Tim Summer Hits 2026 chiude al minimo sindacale, ma Conti e Delogu non sono il problema. La lista degli errori che hanno spento lo show
Proprio come è accaduto su Canale 5 con la puntata “Compilation” per “Tim Battiti Live”, anche Rai 1, stasera 7 agosto 2026, propone l'appuntamento con il meglio di “Tim Summer Hits”. Un “Remix” con le migliori esibizioni di questa stagione, con la coppia formata da Carlo Conti e Andrea Delogu alla conduzione per la seconda volta. Svariati artisti tra i più ascoltati questa estate si sono susseguiti nelle quattro serate registrate a Piazza del Popolo a Roma. Un'edizione che chiude al minimo sindacale, con ascolti decisamente inferiori all'anno scorso. Proviamo a capire che cosa non ha funzionato e perché il pubblico è stato meno presente anche sui social.
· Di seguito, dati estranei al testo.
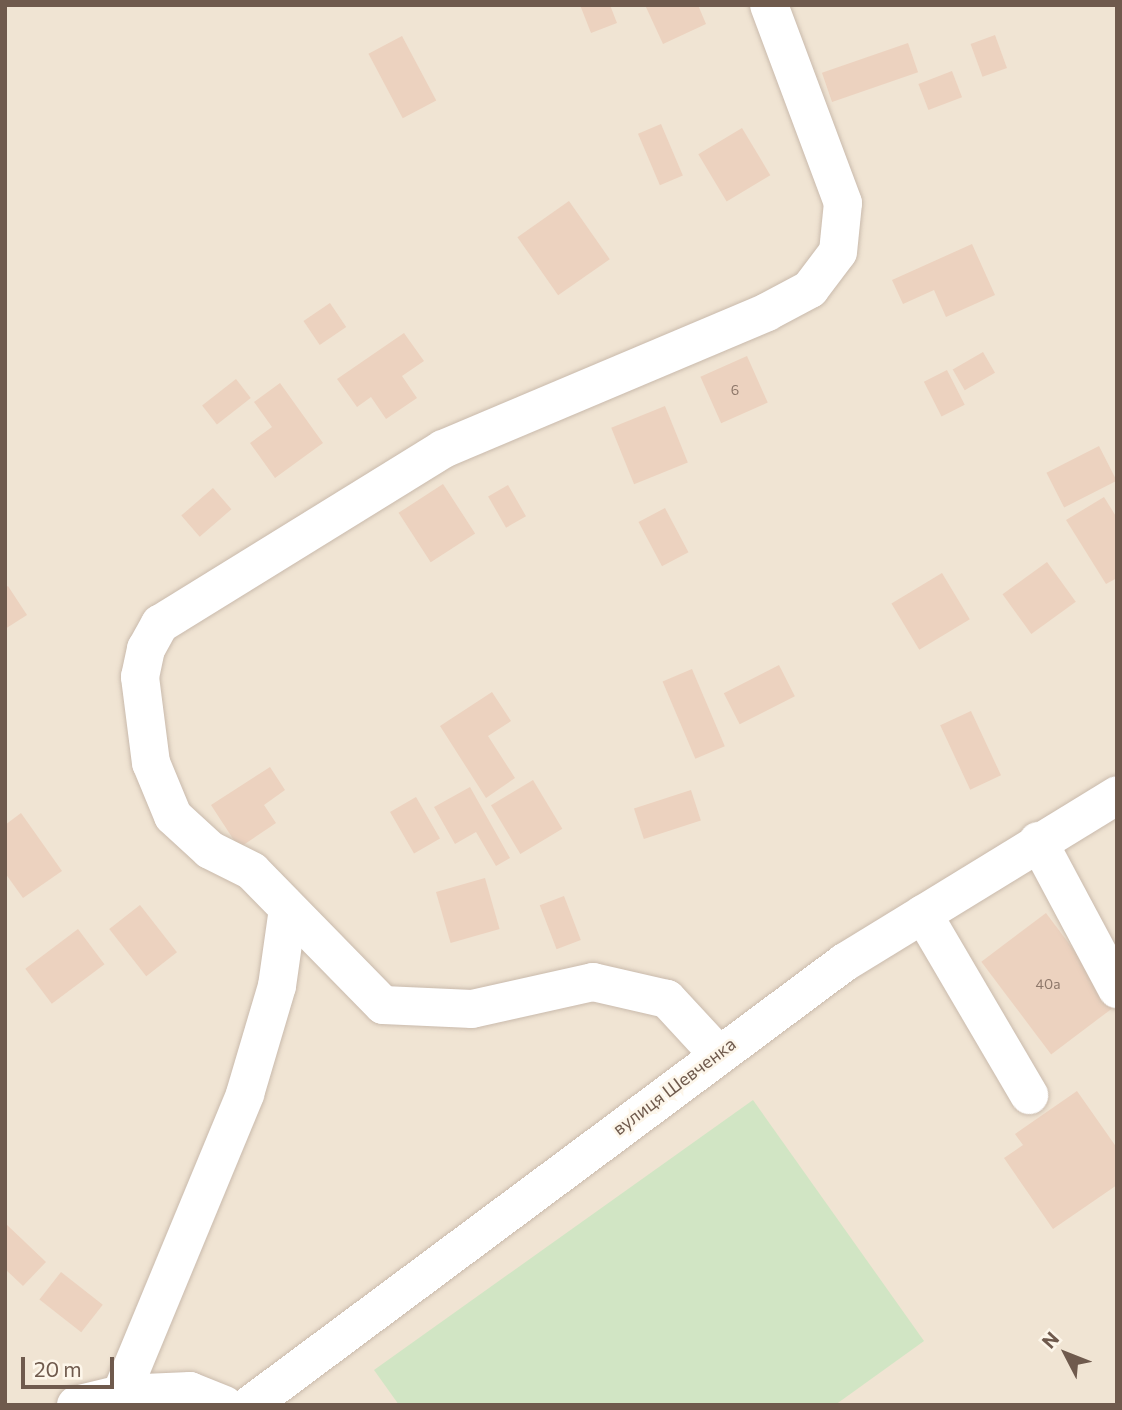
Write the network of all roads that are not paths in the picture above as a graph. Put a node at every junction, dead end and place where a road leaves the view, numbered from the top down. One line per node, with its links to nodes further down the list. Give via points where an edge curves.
1 (769, 5): 4 (street, via 843,203 838,252 810,289 767,312 443,449 160,624 146,649 142,712 151,763 173,816 210,850 252,870)
2 (1117, 795): 3 (street, вулиця Шевченка)
3 (1039, 842): 5 (street, вулиця Шевченка); 6 (street)
4 (288, 909): 7 (street, via 383,1005 472,1009 593,982 667,999); 9 (street, via 277,986 245,1094)
5 (923, 914): 7 (street, вулиця Шевченка); 8 (street)
6 (1117, 989)
7 (717, 1053): 12 (street, вулиця Шевченка)
8 (1029, 1095)
9 (121, 1394): 10 (street); 11 (street, via 190,1391)
10 (76, 1405)
11 (224, 1405)
12 (250, 1405)

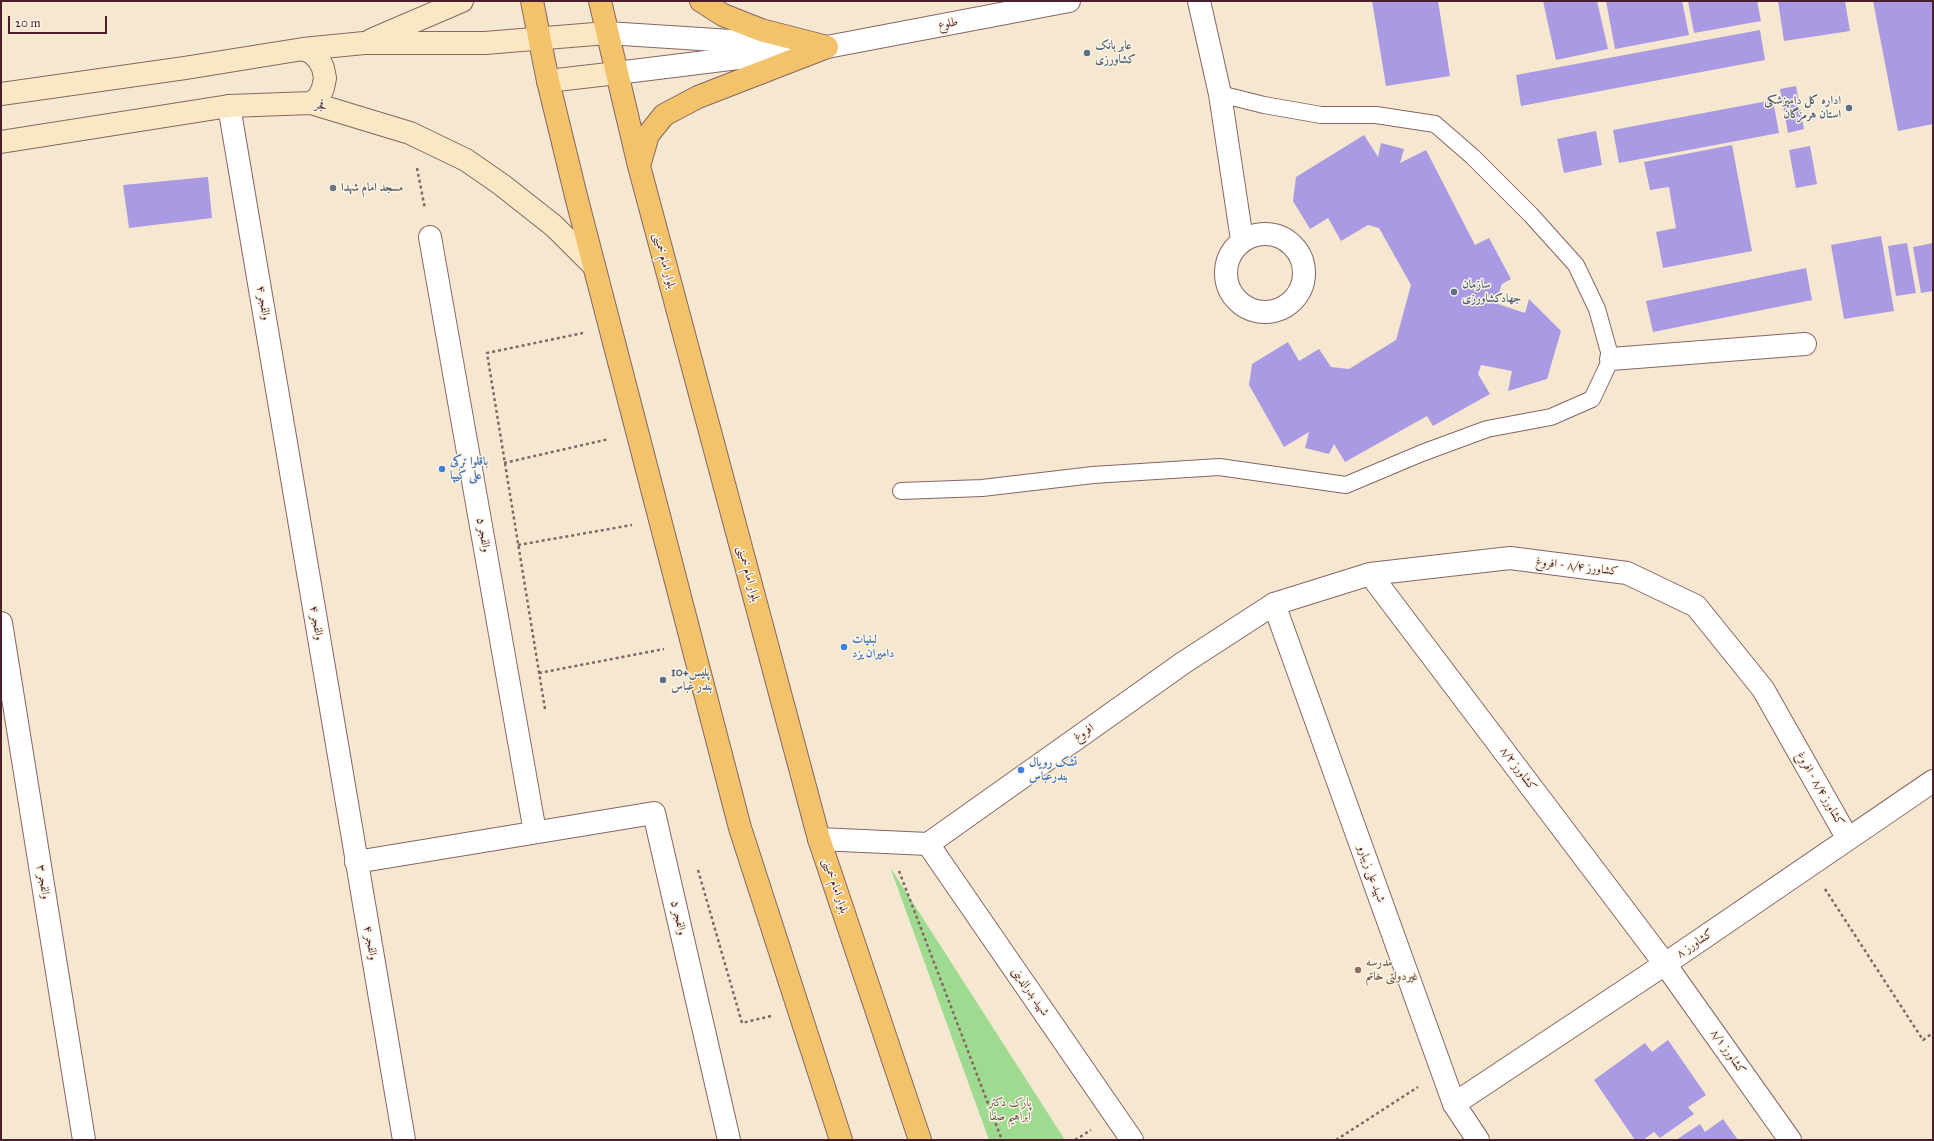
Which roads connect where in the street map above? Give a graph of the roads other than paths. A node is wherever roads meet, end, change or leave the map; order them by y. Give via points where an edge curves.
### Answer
1 (462, 1) edge
2 (532, 1) edge
3 (600, 1) edge
4 (701, 1) edge
5 (1069, 1) edge
6 (1199, 1) edge
7 (607, 33) junction
8 (540, 38) junction
9 (364, 43) junction
10 (827, 47) junction
11 (302, 49) junction
12 (616, 73) junction
13 (548, 81) junction
14 (1, 94) edge
15 (1220, 94) junction
16 (311, 103) junction
17 (229, 106) junction
18 (1, 142) edge
19 (639, 166) junction
20 (430, 237) road end
21 (1242, 240) dead end
22 (594, 266) junction
23 (1805, 344) dead end
24 (1611, 359) junction
25 (901, 491) dead end
26 (1370, 574) junction
27 (1274, 604) junction
28 (1, 623) edge
29 (1933, 781) edge
30 (535, 832) junction
31 (819, 839) junction
32 (1848, 839) junction
33 (928, 844) junction
34 (356, 862) junction
35 (1665, 964) junction
36 (1454, 1104) junction
37 (84, 1140) edge
38 (404, 1140) edge
39 (729, 1140) edge
40 (841, 1140) edge
41 (920, 1140) edge
42 (1132, 1140) edge
43 (1478, 1140) edge
44 (1790, 1140) edge

1 - 9 main road
2 - 8 main road
3 - 7 main road, بلوار امام خمینی
4 - 10 main road via 723,15 761,30
5 - 10 street, طلوع
6 - 15 street
7 - 8 main road
7 - 10 street, طلوع
7 - 12 main road, بلوار امام خمینی
8 - 9 main road via 485,43
8 - 13 main road
9 - 11 main road
10 - 12 street, طلوع
10 - 19 main road via 698,97 664,115 648,135
11 - 14 main road
11 - 16 main road via 312,53 319,60 325,78 324,88 319,97
12 - 13 main road
12 - 19 main road, بلوار امام خمینی
13 - 22 main road
15 - 21 street
15 - 24 lane via 1321,115 1376,115 1435,124 1473,157 1531,215 1576,265 1597,310
16 - 17 main road, فجر
16 - 22 main road, فجر via 410,133 466,160 554,226
17 - 18 main road, فجر
17 - 34 street, والفجر ۴
19 - 31 main road, بلوار امام خمینی
20 - 30 street, والفجر ۵
22 - 40 main road via 740,828
23 - 24 street
24 - 25 lane via 1592,399 1551,417 1487,429 1346,485 1218,467 1100,474 982,488
26 - 27 street, کشاورز ۸/۴ - افروغ
26 - 32 street, کشاورز ۸/۴ - افروغ via 1510,558 1627,573 1696,606 1763,689
26 - 35 street, کشاورز ۸/۲
27 - 33 street, افروغ via 1183,663
27 - 36 street, شهید علی زیبارو
28 - 37 street, والفجر ۳
29 - 32 street, کشاورز ۸
30 - 34 street, والفجر ۵
30 - 39 street, والفجر ۵ via 654,813
31 - 33 street
31 - 41 main road, بلوار امام خمینی
32 - 35 street, کشاورز ۸
33 - 42 street, شهید بدرالدینی
34 - 38 street, والفجر ۴
35 - 36 street, کشاورز ۸
35 - 44 street, کشاورز ۸/۱
36 - 43 street, شهید علی زیبارو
Tim Summer Hits 2026: che cosa non ha funzionato su Rai 1
Non è certo merito della conduzione se qualcosa è andato storto in questa edizione di "Tim Summer Hits". Conti e Delogu hanno dimostrato di essere due professionisti dediti al loro lavoro e in totale sintonia con gli artisti sul palco e nei vari momenti tra un'esibizione e l'altra. Il problema è, purtroppo, legato alla programmazione e a una formula che sembra aver perso parte della sua forza. Gli show musicali estivi rischiano l'effetto saturazione, vista la messa in onda ricorrente e sovrapposta in questo periodo dell'anno. Sia Canale 5 sia Rai 1, e da poco anche Italia 1, hanno trasmesso i vari appuntamenti in prima serata. I cantanti invitati, poi, sono stati in gran parte gli stessi. Questo ha creato un loop continuo che non ha certo alimentato attesa e curiosità in vista delle varie performance, anzi. Probabilmente anche per questo motivo, l'edizione 2026 ha chiuso al 16% di share, con meno di due milioni di telespettatori.
Tim Summer Hits chiude al minimo sindacale: “colpa” anche della musica italiana?
La musica italiana vive, indubbiamente, un periodo di forte crisi. Non solo a livello di vendite e stream. Sembra che non esistano più i “tormentoni” estivi e lo dimostra il fatto che, mai come in questa estate, non è stata ancora scelta “la canzone” degli italiani, come invece accade ogni anno in questo periodo. Una serie di hit “usa e getta”, melodie e testi poco incisivi e una serie di volti ricorrenti nel panorama discografico nostrano hanno fatto sì che soprattutto le manifestazioni estive risentissero di questo momento. Bisogna prendere anche atto del fatto che, lo stesso Festival di Sanremo, insegue la logica del brano orecchiabile. Una dinamica del genere ha reso i mesi da febbraio a oggi una sorta di periodo indefinito e senza sosta, che ha inevitabilmente affievolito gli entusiasmi per la stagione televisiva delle hit.